(DATA FOR REVIEW begins)

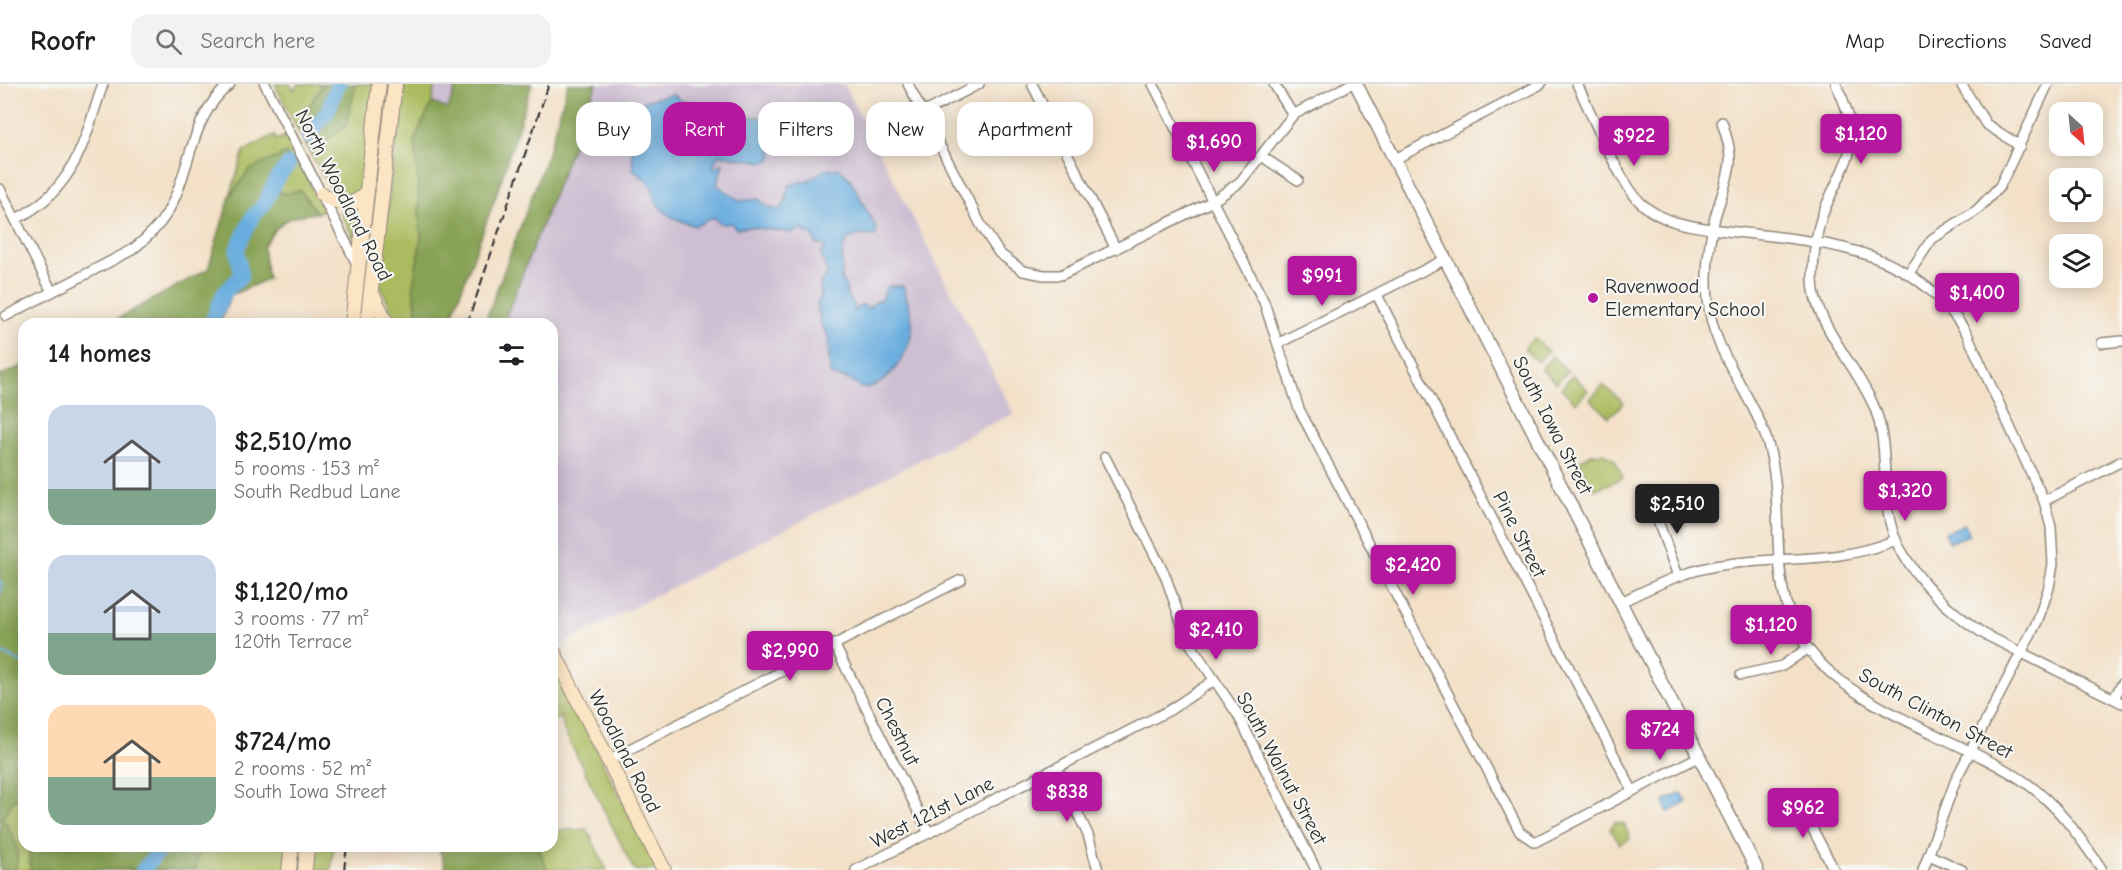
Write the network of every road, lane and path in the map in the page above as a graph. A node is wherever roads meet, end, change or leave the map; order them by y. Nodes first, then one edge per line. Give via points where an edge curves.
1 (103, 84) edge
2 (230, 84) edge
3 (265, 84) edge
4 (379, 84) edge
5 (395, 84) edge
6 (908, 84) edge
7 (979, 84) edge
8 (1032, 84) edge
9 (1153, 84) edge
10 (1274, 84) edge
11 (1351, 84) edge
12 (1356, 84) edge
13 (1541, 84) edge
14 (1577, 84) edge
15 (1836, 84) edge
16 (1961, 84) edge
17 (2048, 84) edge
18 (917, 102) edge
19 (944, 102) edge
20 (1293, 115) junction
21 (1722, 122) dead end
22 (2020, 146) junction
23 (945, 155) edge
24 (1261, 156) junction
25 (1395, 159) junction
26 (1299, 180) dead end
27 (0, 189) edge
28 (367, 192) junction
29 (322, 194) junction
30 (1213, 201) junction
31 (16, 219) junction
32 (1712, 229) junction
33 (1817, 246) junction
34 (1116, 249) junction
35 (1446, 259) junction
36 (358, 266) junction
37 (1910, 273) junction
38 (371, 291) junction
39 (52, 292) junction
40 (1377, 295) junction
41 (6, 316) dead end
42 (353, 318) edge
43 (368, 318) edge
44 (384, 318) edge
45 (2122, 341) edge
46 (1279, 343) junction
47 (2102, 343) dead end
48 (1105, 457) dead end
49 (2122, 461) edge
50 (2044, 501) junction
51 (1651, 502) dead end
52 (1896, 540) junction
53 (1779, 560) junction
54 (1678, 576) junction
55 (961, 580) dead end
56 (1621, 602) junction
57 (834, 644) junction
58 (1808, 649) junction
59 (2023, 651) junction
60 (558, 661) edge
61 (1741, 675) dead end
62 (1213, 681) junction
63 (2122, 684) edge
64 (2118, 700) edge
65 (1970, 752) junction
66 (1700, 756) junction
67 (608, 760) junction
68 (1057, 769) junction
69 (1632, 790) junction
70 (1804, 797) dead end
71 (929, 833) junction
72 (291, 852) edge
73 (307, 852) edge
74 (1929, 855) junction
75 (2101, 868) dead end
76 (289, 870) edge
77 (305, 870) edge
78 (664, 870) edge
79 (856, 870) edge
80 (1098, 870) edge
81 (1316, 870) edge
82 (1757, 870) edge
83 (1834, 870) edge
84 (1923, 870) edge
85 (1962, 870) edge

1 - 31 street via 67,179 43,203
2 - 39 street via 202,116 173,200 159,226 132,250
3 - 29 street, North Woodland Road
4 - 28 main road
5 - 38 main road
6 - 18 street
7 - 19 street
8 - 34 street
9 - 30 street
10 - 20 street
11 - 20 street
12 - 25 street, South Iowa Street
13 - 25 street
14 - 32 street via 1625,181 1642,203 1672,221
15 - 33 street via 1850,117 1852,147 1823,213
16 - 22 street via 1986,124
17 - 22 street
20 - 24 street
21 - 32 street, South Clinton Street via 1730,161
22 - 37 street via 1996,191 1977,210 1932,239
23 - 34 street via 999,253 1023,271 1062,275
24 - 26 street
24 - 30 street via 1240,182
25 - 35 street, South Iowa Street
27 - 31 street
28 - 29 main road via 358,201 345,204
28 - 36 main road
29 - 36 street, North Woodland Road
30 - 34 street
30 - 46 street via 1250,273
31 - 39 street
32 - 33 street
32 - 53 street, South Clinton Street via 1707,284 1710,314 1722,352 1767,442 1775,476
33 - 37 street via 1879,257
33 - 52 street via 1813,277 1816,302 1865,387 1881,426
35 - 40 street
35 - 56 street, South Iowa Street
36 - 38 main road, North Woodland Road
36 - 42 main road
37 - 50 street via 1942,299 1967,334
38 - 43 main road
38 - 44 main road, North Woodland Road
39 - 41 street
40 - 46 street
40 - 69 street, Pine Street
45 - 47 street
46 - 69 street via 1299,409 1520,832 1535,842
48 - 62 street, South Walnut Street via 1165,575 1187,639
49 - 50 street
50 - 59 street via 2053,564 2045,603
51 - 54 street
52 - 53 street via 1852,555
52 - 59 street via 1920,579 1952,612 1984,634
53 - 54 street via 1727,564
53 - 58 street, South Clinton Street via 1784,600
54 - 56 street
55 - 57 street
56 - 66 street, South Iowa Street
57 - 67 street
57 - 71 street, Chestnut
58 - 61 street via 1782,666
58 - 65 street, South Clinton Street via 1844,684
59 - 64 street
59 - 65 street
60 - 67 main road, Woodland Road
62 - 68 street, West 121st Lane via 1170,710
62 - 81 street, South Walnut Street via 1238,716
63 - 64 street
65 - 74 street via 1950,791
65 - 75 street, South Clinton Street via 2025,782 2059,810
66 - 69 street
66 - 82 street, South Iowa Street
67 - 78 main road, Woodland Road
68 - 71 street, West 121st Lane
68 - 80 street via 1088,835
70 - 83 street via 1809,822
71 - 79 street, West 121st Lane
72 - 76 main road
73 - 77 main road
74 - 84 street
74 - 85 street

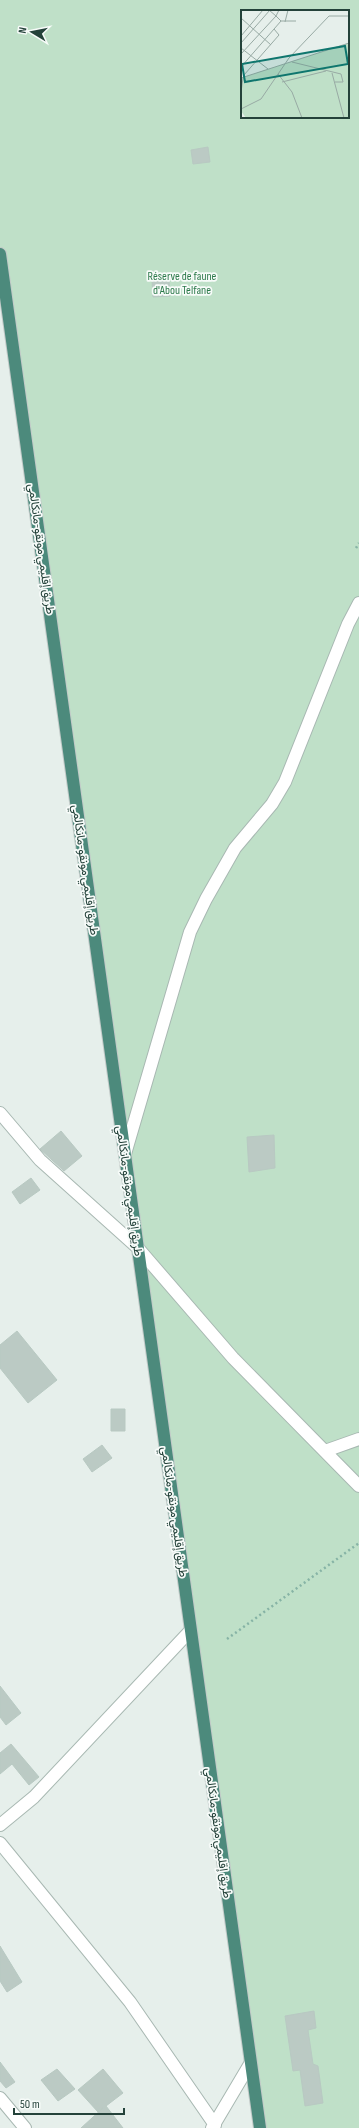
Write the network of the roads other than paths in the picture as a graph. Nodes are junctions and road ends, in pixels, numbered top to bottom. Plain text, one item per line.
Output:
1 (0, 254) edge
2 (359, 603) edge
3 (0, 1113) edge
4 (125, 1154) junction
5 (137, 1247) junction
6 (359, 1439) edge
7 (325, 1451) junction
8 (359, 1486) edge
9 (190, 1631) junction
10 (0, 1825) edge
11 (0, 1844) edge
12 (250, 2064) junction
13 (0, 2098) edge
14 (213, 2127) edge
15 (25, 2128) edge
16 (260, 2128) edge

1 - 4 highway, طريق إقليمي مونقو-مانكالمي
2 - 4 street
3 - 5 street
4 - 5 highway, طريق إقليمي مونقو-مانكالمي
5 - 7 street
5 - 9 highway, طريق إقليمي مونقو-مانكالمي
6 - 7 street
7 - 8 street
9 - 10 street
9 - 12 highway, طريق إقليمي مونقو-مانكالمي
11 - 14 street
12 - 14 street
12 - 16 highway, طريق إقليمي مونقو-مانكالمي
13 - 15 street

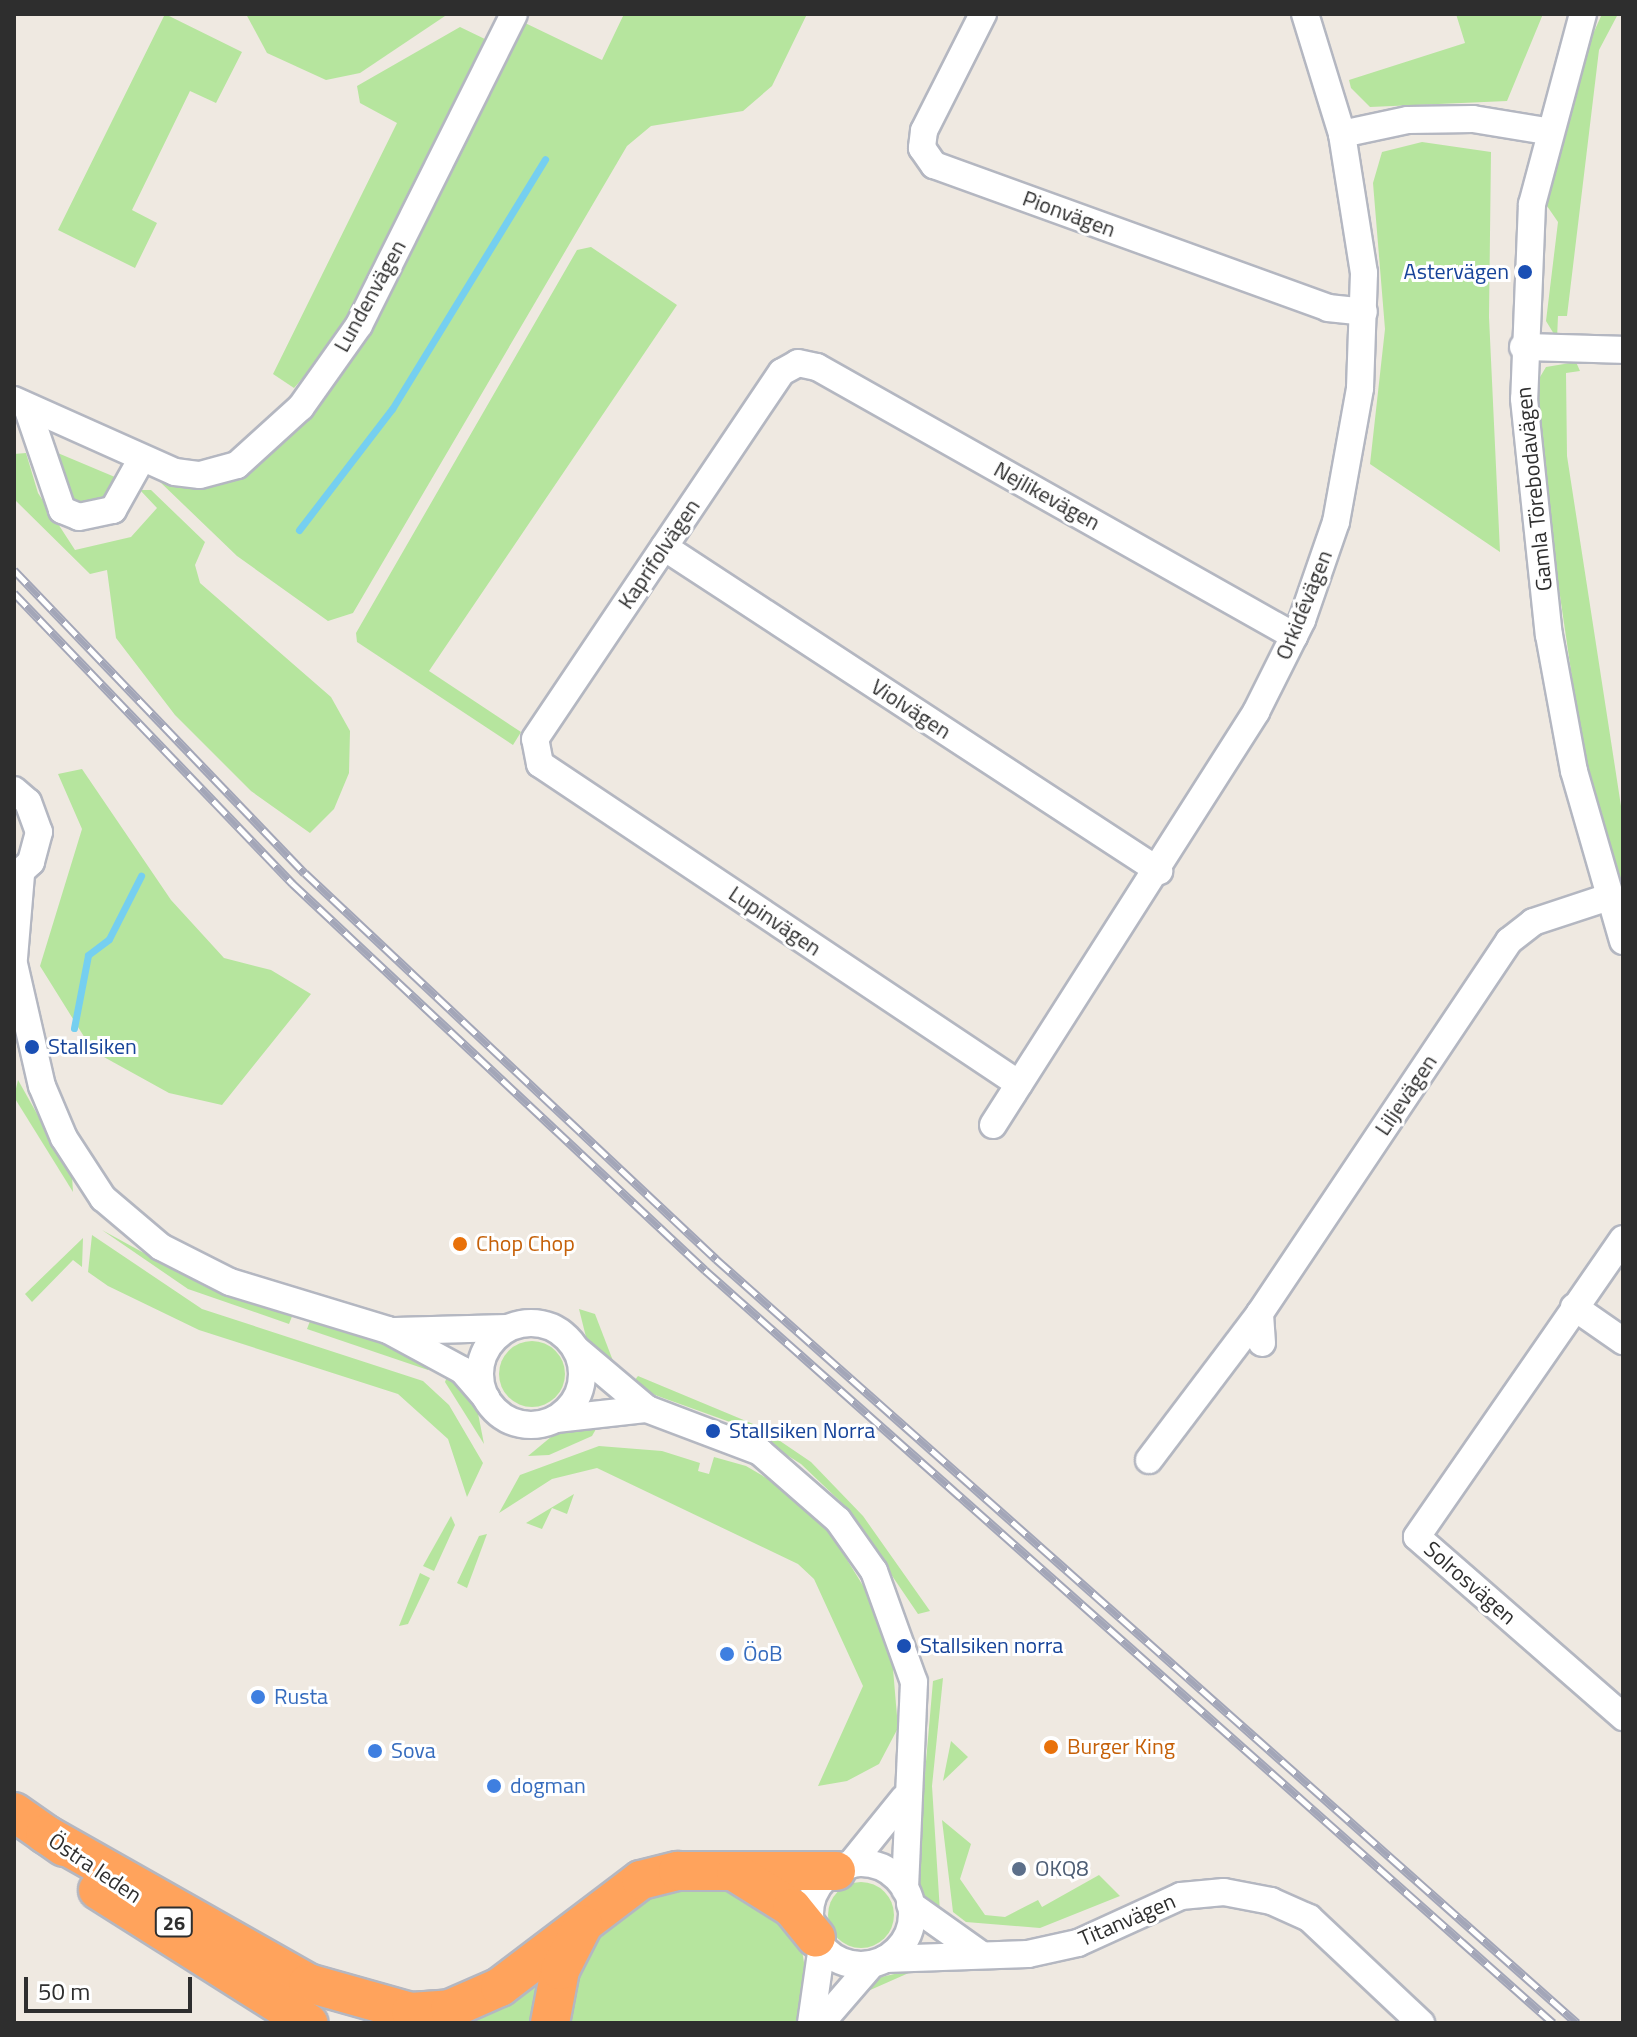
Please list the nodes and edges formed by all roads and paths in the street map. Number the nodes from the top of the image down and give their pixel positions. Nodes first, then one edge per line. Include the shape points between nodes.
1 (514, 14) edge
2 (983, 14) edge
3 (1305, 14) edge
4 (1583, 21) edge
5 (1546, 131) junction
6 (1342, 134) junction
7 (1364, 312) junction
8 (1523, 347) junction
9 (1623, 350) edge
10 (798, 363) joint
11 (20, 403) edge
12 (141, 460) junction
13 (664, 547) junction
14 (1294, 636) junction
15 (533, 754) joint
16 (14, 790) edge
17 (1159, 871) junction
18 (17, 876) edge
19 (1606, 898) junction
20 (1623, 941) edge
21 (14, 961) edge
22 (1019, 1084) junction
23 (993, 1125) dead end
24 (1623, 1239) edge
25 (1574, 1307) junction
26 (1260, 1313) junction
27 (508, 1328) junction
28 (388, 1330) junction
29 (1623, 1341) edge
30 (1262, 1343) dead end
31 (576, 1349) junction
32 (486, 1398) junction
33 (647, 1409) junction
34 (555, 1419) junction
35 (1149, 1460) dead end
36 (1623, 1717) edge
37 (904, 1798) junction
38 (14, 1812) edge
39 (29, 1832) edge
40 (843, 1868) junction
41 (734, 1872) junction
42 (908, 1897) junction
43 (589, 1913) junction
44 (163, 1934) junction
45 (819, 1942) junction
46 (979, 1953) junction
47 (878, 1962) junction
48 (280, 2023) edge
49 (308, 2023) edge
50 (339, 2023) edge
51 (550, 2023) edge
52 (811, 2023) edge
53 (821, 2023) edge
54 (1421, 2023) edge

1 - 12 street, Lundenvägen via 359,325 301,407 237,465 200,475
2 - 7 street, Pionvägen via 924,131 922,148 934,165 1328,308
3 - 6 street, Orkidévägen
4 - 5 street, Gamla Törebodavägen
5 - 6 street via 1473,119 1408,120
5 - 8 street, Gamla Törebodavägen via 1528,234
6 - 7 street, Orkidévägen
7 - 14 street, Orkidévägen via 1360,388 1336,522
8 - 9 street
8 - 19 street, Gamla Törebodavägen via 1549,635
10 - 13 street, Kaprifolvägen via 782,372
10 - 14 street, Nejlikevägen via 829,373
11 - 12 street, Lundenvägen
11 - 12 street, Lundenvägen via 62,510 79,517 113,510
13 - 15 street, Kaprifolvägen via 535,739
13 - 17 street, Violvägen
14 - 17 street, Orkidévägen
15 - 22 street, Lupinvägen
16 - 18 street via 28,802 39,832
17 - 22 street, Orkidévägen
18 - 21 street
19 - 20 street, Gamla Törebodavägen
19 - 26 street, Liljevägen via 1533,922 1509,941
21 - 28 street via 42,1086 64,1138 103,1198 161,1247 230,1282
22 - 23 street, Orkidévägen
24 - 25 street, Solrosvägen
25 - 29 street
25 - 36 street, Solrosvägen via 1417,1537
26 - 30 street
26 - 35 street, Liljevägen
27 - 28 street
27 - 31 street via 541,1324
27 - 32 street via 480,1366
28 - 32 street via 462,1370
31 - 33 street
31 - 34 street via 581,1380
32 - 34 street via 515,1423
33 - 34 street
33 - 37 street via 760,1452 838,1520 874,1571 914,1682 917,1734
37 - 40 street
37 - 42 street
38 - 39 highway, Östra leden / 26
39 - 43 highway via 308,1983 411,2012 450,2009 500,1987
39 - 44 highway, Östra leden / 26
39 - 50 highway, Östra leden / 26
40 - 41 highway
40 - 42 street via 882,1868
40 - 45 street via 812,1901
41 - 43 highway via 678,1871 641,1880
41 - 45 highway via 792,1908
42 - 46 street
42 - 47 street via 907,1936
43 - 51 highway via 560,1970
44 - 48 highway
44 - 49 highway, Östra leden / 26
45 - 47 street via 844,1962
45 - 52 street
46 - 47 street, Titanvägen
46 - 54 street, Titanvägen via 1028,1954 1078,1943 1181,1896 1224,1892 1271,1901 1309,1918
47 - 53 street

(DATA FOR REVIEW ends)

_BRIEF_. From the entries, report each line that includes the word "Liljevägen".

_RESPONSE AREA_.
19 - 26 street, Liljevägen via 1533,922 1509,941
26 - 35 street, Liljevägen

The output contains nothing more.